PROBLEM TO SOLVE:
The entire listing below should be output exactly as it stands.

SOURCE INFORMATION:
__________

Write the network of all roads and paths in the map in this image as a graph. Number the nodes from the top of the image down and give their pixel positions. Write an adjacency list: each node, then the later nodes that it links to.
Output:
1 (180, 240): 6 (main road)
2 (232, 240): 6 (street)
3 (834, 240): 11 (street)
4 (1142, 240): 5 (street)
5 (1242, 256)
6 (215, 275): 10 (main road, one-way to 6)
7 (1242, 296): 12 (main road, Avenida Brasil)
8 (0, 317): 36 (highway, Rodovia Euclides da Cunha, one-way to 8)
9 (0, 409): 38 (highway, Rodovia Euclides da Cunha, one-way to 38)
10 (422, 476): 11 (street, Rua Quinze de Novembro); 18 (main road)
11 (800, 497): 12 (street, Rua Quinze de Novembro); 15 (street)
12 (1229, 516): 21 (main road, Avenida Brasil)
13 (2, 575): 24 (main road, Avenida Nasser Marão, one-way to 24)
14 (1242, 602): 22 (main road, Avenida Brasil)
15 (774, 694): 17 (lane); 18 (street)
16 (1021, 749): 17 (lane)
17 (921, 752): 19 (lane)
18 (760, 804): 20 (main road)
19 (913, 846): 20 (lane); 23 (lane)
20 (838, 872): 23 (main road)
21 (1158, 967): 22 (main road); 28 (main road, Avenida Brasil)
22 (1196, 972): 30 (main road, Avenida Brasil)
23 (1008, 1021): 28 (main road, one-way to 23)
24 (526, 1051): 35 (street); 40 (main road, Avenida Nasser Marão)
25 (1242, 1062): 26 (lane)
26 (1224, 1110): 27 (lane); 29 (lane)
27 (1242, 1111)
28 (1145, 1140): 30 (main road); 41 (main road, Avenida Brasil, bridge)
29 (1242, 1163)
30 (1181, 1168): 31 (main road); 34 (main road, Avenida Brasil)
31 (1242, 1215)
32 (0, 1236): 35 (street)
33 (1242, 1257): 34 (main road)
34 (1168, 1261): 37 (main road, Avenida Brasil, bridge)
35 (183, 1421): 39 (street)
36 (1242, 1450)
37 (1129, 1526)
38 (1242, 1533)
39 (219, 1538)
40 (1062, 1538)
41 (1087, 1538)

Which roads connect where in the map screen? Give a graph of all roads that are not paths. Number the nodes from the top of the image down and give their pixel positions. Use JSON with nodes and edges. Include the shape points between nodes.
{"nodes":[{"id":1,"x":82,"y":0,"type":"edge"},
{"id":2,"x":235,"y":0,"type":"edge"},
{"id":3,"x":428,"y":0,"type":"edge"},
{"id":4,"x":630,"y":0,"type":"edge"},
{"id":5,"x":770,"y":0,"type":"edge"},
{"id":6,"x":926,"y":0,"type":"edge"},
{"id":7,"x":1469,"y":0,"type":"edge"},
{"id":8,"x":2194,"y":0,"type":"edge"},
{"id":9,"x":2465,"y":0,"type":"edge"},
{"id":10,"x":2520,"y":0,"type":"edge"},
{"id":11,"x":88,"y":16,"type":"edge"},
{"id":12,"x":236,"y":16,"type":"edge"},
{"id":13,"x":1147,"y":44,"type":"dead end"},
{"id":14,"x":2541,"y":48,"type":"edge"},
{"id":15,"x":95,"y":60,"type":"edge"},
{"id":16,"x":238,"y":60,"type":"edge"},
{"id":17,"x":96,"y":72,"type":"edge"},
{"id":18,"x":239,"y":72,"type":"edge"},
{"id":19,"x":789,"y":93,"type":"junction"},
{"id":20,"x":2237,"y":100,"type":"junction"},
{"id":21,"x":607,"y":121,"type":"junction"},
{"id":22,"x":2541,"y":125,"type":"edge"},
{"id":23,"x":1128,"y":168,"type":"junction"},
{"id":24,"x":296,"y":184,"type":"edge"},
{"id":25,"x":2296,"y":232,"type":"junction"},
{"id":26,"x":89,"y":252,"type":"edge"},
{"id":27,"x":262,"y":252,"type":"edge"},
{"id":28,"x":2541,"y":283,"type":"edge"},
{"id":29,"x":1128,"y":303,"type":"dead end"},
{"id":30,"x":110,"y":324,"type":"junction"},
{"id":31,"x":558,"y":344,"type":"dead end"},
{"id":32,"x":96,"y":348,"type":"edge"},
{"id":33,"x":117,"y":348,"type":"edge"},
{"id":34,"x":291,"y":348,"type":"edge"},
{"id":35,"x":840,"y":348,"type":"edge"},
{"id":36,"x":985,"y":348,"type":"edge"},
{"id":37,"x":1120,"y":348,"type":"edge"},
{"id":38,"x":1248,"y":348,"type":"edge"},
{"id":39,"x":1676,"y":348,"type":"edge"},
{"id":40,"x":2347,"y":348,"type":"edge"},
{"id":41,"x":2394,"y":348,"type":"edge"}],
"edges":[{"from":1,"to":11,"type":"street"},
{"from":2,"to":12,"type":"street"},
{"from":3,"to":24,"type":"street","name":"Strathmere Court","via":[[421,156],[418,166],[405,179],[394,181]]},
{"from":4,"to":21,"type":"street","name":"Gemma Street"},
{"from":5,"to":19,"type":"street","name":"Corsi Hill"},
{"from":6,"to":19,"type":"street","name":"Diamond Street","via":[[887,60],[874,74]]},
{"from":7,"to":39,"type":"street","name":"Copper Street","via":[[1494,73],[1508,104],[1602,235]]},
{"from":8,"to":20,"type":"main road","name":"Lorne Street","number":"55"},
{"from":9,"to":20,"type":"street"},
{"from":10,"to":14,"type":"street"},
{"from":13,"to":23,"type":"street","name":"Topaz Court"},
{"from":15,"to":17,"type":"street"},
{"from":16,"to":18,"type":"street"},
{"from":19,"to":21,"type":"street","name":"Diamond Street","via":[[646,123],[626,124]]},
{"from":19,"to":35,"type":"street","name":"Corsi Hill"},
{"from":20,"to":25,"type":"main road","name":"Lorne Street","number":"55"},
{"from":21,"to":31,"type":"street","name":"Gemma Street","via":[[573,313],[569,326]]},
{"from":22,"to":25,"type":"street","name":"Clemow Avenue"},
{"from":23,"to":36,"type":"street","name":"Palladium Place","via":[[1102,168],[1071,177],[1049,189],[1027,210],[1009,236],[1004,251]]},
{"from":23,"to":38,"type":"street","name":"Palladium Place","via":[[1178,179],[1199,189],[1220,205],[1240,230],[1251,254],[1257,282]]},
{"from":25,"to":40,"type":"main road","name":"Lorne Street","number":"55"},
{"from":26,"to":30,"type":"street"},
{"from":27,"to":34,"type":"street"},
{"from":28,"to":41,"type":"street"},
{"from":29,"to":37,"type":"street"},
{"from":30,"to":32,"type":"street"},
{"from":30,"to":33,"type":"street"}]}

__________

WRITTEN RESPONSE:
Write the network of all roads and paths in the map in this image as a graph. Number the nodes from the top of the image down and give their pixel positions. Write an adjacency list: each node, then the later nodes that it links to.
Output:
1 (180, 240): 6 (main road)
2 (232, 240): 6 (street)
3 (834, 240): 11 (street)
4 (1142, 240): 5 (street)
5 (1242, 256)
6 (215, 275): 10 (main road, one-way to 6)
7 (1242, 296): 12 (main road, Avenida Brasil)
8 (0, 317): 36 (highway, Rodovia Euclides da Cunha, one-way to 8)
9 (0, 409): 38 (highway, Rodovia Euclides da Cunha, one-way to 38)
10 (422, 476): 11 (street, Rua Quinze de Novembro); 18 (main road)
11 (800, 497): 12 (street, Rua Quinze de Novembro); 15 (street)
12 (1229, 516): 21 (main road, Avenida Brasil)
13 (2, 575): 24 (main road, Avenida Nasser Marão, one-way to 24)
14 (1242, 602): 22 (main road, Avenida Brasil)
15 (774, 694): 17 (lane); 18 (street)
16 (1021, 749): 17 (lane)
17 (921, 752): 19 (lane)
18 (760, 804): 20 (main road)
19 (913, 846): 20 (lane); 23 (lane)
20 (838, 872): 23 (main road)
21 (1158, 967): 22 (main road); 28 (main road, Avenida Brasil)
22 (1196, 972): 30 (main road, Avenida Brasil)
23 (1008, 1021): 28 (main road, one-way to 23)
24 (526, 1051): 35 (street); 40 (main road, Avenida Nasser Marão)
25 (1242, 1062): 26 (lane)
26 (1224, 1110): 27 (lane); 29 (lane)
27 (1242, 1111)
28 (1145, 1140): 30 (main road); 41 (main road, Avenida Brasil, bridge)
29 (1242, 1163)
30 (1181, 1168): 31 (main road); 34 (main road, Avenida Brasil)
31 (1242, 1215)
32 (0, 1236): 35 (street)
33 (1242, 1257): 34 (main road)
34 (1168, 1261): 37 (main road, Avenida Brasil, bridge)
35 (183, 1421): 39 (street)
36 (1242, 1450)
37 (1129, 1526)
38 (1242, 1533)
39 (219, 1538)
40 (1062, 1538)
41 (1087, 1538)

Which roads connect where in the map screen? Give a graph of all roads that are not paths. Number the nodes from the top of the image down and give their pixel positions. Use JSON with nodes and edges. Include the shape points between nodes.
{"nodes":[{"id":1,"x":82,"y":0,"type":"edge"},
{"id":2,"x":235,"y":0,"type":"edge"},
{"id":3,"x":428,"y":0,"type":"edge"},
{"id":4,"x":630,"y":0,"type":"edge"},
{"id":5,"x":770,"y":0,"type":"edge"},
{"id":6,"x":926,"y":0,"type":"edge"},
{"id":7,"x":1469,"y":0,"type":"edge"},
{"id":8,"x":2194,"y":0,"type":"edge"},
{"id":9,"x":2465,"y":0,"type":"edge"},
{"id":10,"x":2520,"y":0,"type":"edge"},
{"id":11,"x":88,"y":16,"type":"edge"},
{"id":12,"x":236,"y":16,"type":"edge"},
{"id":13,"x":1147,"y":44,"type":"dead end"},
{"id":14,"x":2541,"y":48,"type":"edge"},
{"id":15,"x":95,"y":60,"type":"edge"},
{"id":16,"x":238,"y":60,"type":"edge"},
{"id":17,"x":96,"y":72,"type":"edge"},
{"id":18,"x":239,"y":72,"type":"edge"},
{"id":19,"x":789,"y":93,"type":"junction"},
{"id":20,"x":2237,"y":100,"type":"junction"},
{"id":21,"x":607,"y":121,"type":"junction"},
{"id":22,"x":2541,"y":125,"type":"edge"},
{"id":23,"x":1128,"y":168,"type":"junction"},
{"id":24,"x":296,"y":184,"type":"edge"},
{"id":25,"x":2296,"y":232,"type":"junction"},
{"id":26,"x":89,"y":252,"type":"edge"},
{"id":27,"x":262,"y":252,"type":"edge"},
{"id":28,"x":2541,"y":283,"type":"edge"},
{"id":29,"x":1128,"y":303,"type":"dead end"},
{"id":30,"x":110,"y":324,"type":"junction"},
{"id":31,"x":558,"y":344,"type":"dead end"},
{"id":32,"x":96,"y":348,"type":"edge"},
{"id":33,"x":117,"y":348,"type":"edge"},
{"id":34,"x":291,"y":348,"type":"edge"},
{"id":35,"x":840,"y":348,"type":"edge"},
{"id":36,"x":985,"y":348,"type":"edge"},
{"id":37,"x":1120,"y":348,"type":"edge"},
{"id":38,"x":1248,"y":348,"type":"edge"},
{"id":39,"x":1676,"y":348,"type":"edge"},
{"id":40,"x":2347,"y":348,"type":"edge"},
{"id":41,"x":2394,"y":348,"type":"edge"}],
"edges":[{"from":1,"to":11,"type":"street"},
{"from":2,"to":12,"type":"street"},
{"from":3,"to":24,"type":"street","name":"Strathmere Court","via":[[421,156],[418,166],[405,179],[394,181]]},
{"from":4,"to":21,"type":"street","name":"Gemma Street"},
{"from":5,"to":19,"type":"street","name":"Corsi Hill"},
{"from":6,"to":19,"type":"street","name":"Diamond Street","via":[[887,60],[874,74]]},
{"from":7,"to":39,"type":"street","name":"Copper Street","via":[[1494,73],[1508,104],[1602,235]]},
{"from":8,"to":20,"type":"main road","name":"Lorne Street","number":"55"},
{"from":9,"to":20,"type":"street"},
{"from":10,"to":14,"type":"street"},
{"from":13,"to":23,"type":"street","name":"Topaz Court"},
{"from":15,"to":17,"type":"street"},
{"from":16,"to":18,"type":"street"},
{"from":19,"to":21,"type":"street","name":"Diamond Street","via":[[646,123],[626,124]]},
{"from":19,"to":35,"type":"street","name":"Corsi Hill"},
{"from":20,"to":25,"type":"main road","name":"Lorne Street","number":"55"},
{"from":21,"to":31,"type":"street","name":"Gemma Street","via":[[573,313],[569,326]]},
{"from":22,"to":25,"type":"street","name":"Clemow Avenue"},
{"from":23,"to":36,"type":"street","name":"Palladium Place","via":[[1102,168],[1071,177],[1049,189],[1027,210],[1009,236],[1004,251]]},
{"from":23,"to":38,"type":"street","name":"Palladium Place","via":[[1178,179],[1199,189],[1220,205],[1240,230],[1251,254],[1257,282]]},
{"from":25,"to":40,"type":"main road","name":"Lorne Street","number":"55"},
{"from":26,"to":30,"type":"street"},
{"from":27,"to":34,"type":"street"},
{"from":28,"to":41,"type":"street"},
{"from":29,"to":37,"type":"street"},
{"from":30,"to":32,"type":"street"},
{"from":30,"to":33,"type":"street"}]}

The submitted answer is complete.